One book of black-and-white photos combined both, and in it was a feature on Colonial Williamsburg. There was a photo of fresh on a windowsill warmed by the lambent late-afternoon sun that always intrigued me.
They were root vegetables, I believe, and it seemed to me that they were waiting to be prepared for some deep and rich and earthy-tasting supper dish.
Poring over these books gave me a taste for home decorating or “shelter” books, especially those involving kitchens. I am always interested in the choice of food props. Bread, onions and artichokes? Berries, cheese and lemonade? Who decides? How do they decide? Do they look at kitchen color and come up with a contrast?

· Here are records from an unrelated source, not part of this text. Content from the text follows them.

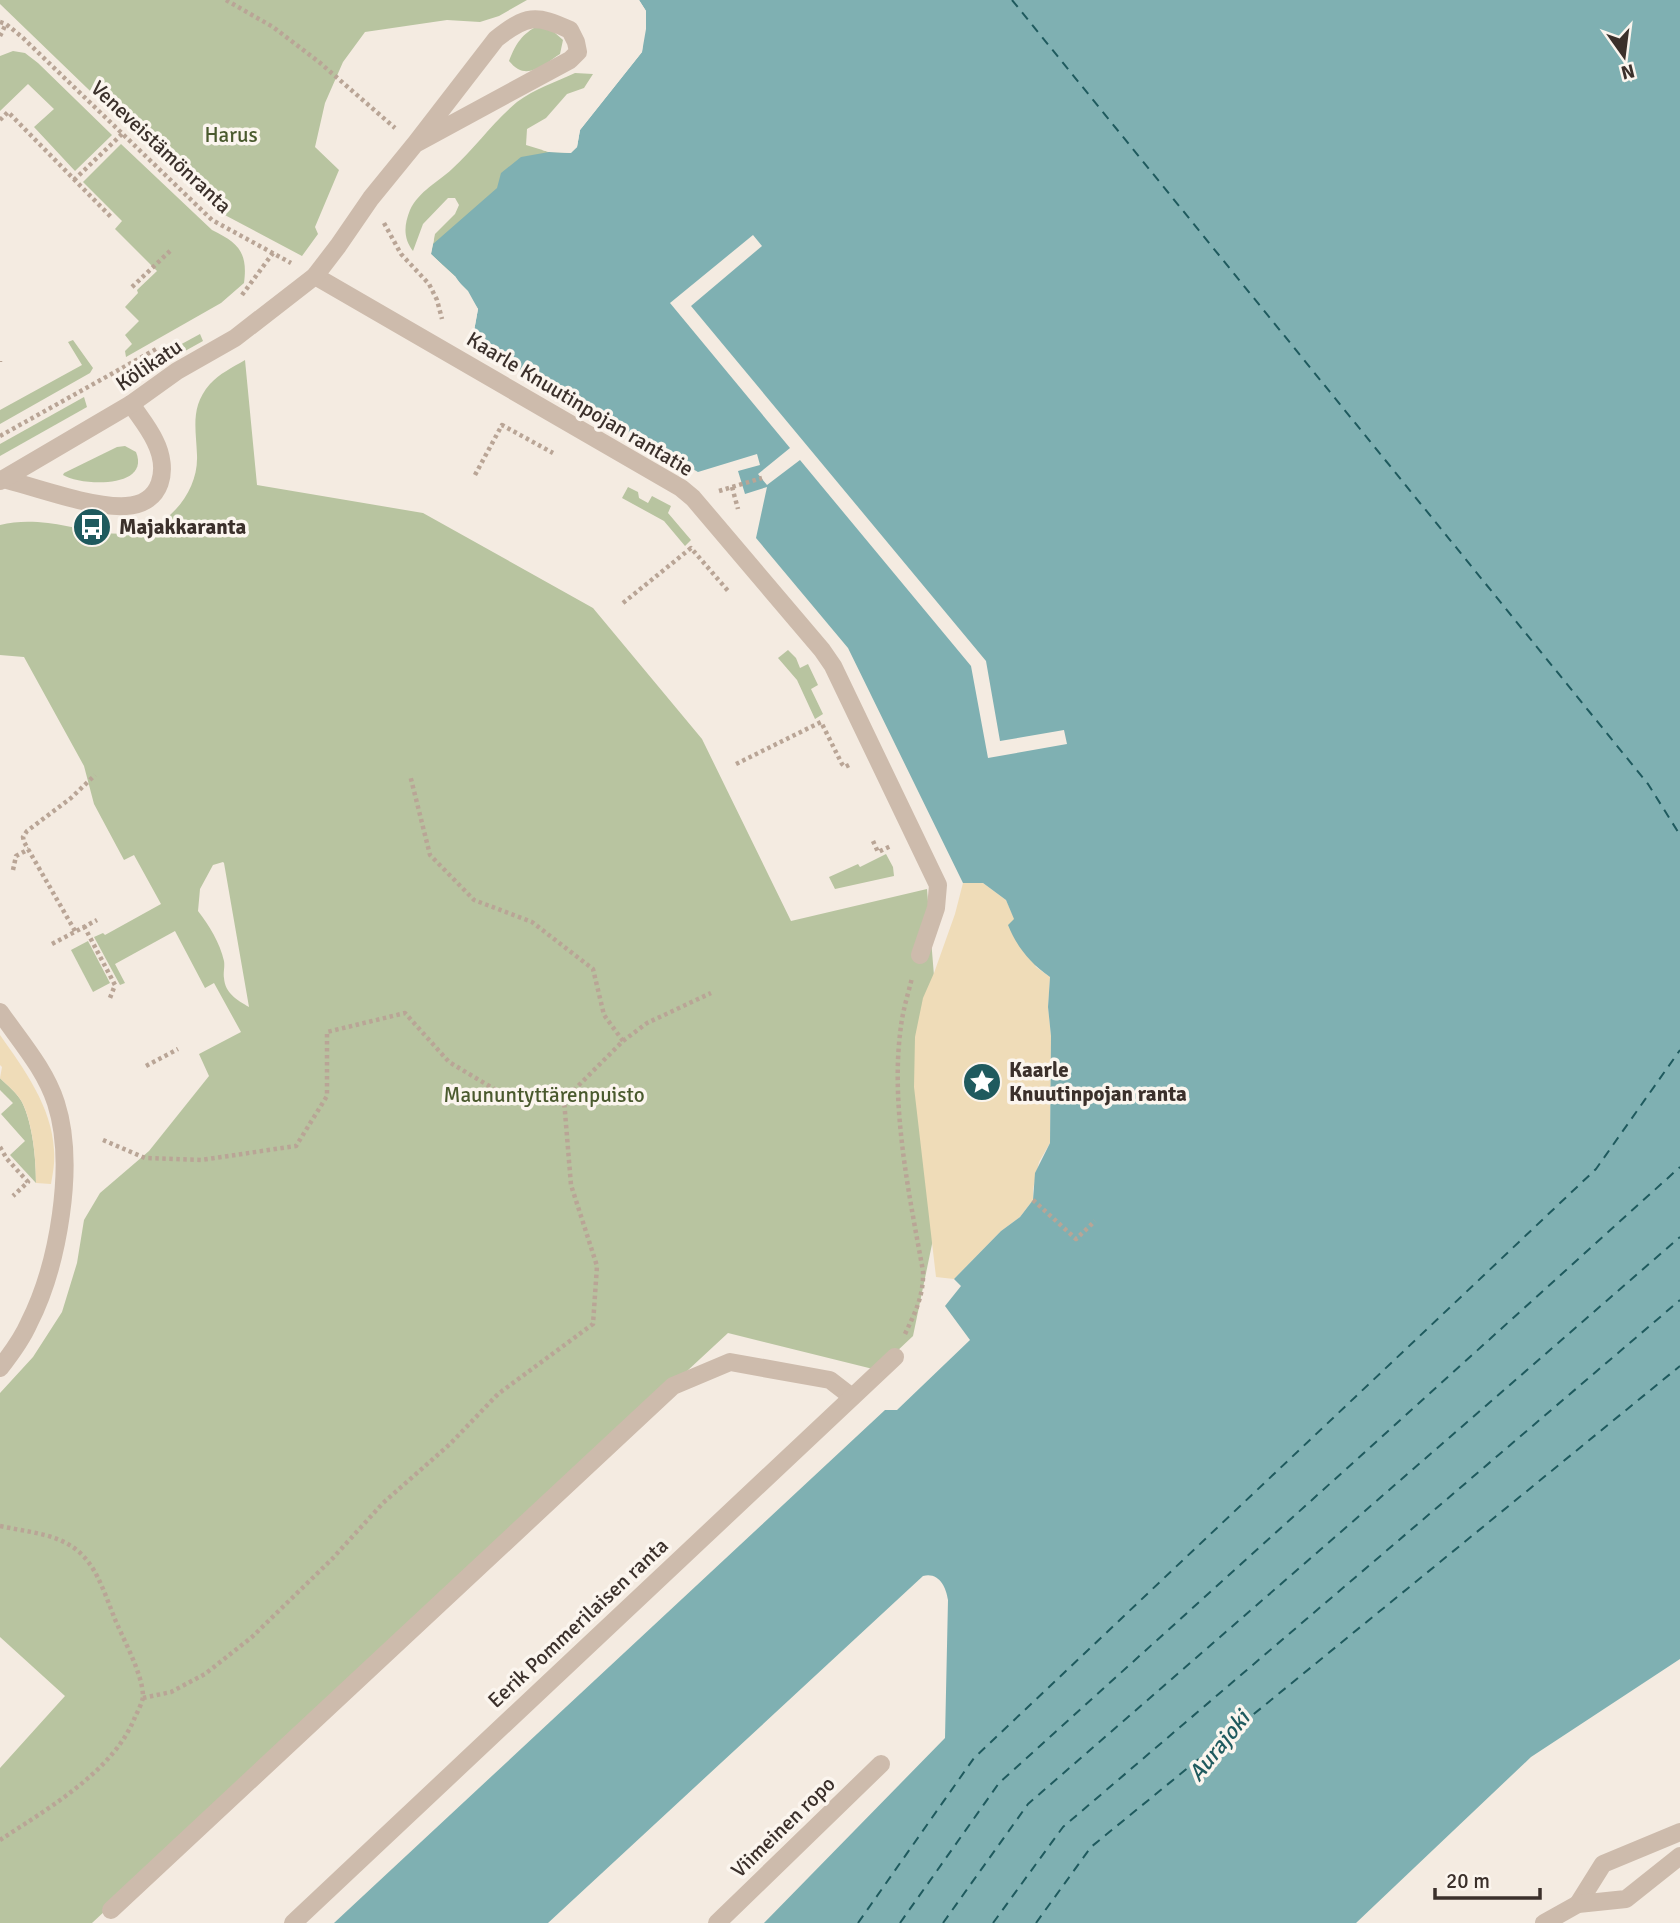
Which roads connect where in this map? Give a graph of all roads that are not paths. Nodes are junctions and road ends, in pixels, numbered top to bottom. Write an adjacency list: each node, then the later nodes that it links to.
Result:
1 (415, 144): 1 (street, Kölikatu); 2 (street, Kölikatu)
2 (315, 276): 3 (street, Kölikatu); 5 (street, Kaarle Knuutinpojan rantatie)
3 (131, 404): 4 (street, Kölikatu); 4 (street)
4 (2, 480)
5 (920, 955)
6 (0, 1012): 8 (street)
7 (895, 1357): 9 (street, Eerik Pommerilaisen ranta)
8 (0, 1368)
9 (852, 1397): 14 (street); 15 (street, Eerik Pommerilaisen ranta)
10 (881, 1764): 16 (street, Viimeinen ropo)
11 (1680, 1832): 13 (street)
12 (1680, 1856): 13 (street)
13 (1578, 1904): 17 (street)
14 (111, 1910)
15 (293, 1923)
16 (717, 1923)
17 (1544, 1923)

I remember looking hungrily at a fall table decorated with bittersweet. Atop the table were pewter tankards, probably filled with hard cider, a loaf of rustic bread, a hunk or two of cheese, and a bowl of apples.
It seemed like a fine fall meal to me.
When I was 16 years old, we piled into the car with Grandma Annie on an October afternoon and visited my grandfather’s sister, Annie’s sister-in-law, who lived on an 1870s-era farmstead 30 miles into the country.
Before we left, Frances prepared an impromptu meal of ham, cheese, rolls, applesauce and cold milk. This humble meal has remained a favorite of mine on busy fall weekends.
In Paris, we had a kitchen window that looked out on an airshaft. Just before 5:30 p.m., the light was right for food photography. I shot this photo of a baguette and some aromatic Pont L’Eveque cheese with a bottle of wine after a long afternoon in the Marais. I like the way the shadows add depth to the food.
It tasted wonderful, too.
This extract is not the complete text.